The firm released new figures showing a a gradual downward trend every quarter since early 2009 in the number of venture investors in cleantech.

While the amount invested had been growing quarter-on--quarter the last year (until this third quarter), the same period has shown a decline every quarter in the number of actual investors participating.

"Surveys by NVCA and AltAssets this summer suggested venture investors and limited partners want exposure to cleantech. But investments of the last year have been made mostly by a shrinking pool of entrenched investors," noted Dallas Kachan, Managing Partner of Kachan & Co. "Is there a lot of capital on the slidelines, watching and waiting? Are new investors expressing interest in cleantech because it's fashionable, but not voting with their checkbooks? Either way, the herd actually investing has thinned."

Kachan also notes fewer early stage investments. Most cleantech investments in recent quarters have been later stage fundings of existing, established cleantech companies.
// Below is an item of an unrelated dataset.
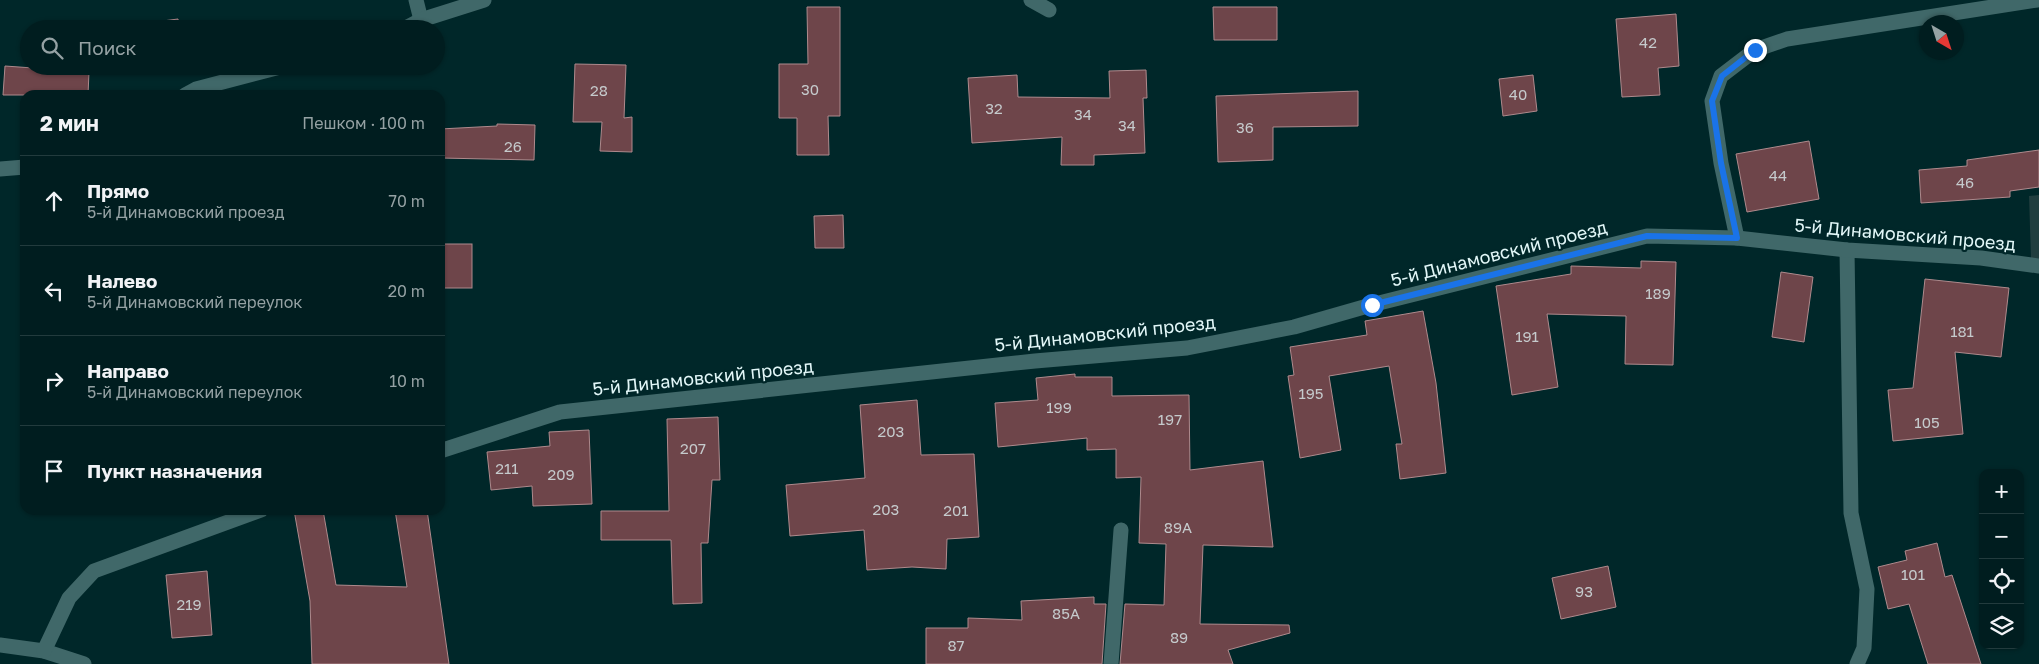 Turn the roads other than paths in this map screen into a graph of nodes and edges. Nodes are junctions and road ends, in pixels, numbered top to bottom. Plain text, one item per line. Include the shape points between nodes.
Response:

Since late 2008, data shows that early stage investments have been giving way to follow-on rounds, which could be impeding the development of new clean technology.

"Yes, cleantech is getting the largest share of venture capital of any sector, but that's by itself not necessarily an indicator of sector frothiness. More of those funds than ever before are going to shoring up mature companies," said Kachan. "Less than 10% of global cleantech venture investment dollars today are going into early stage deals. Investors are creating a disproportionate amount of 'walking dead'--companies kept alive, sometimes bolstered by government funding, hoping for an exit--and that's capital that new cleantech innovation isn't getting."

And when it comes to cleantech exits, China dominates. For more than two years, the cleantech IPO environment in North America and Europe has been a shadow of what it was in 2007. Yet, IPOs and M&As are alive and well in China. For the last five quarters, China has led the world in the number of cleantech IPOs, and often in the proceeds of those IPOs each quarter.

"For several quarters now, there have been two to three times as many cleantech IPOs each quarter in China than either North America or Europe. And higher returns are generally being made. The huge cleantech returns in China are getting too little attention by investors focused predominantly on Western cleantech companies," Kachan said.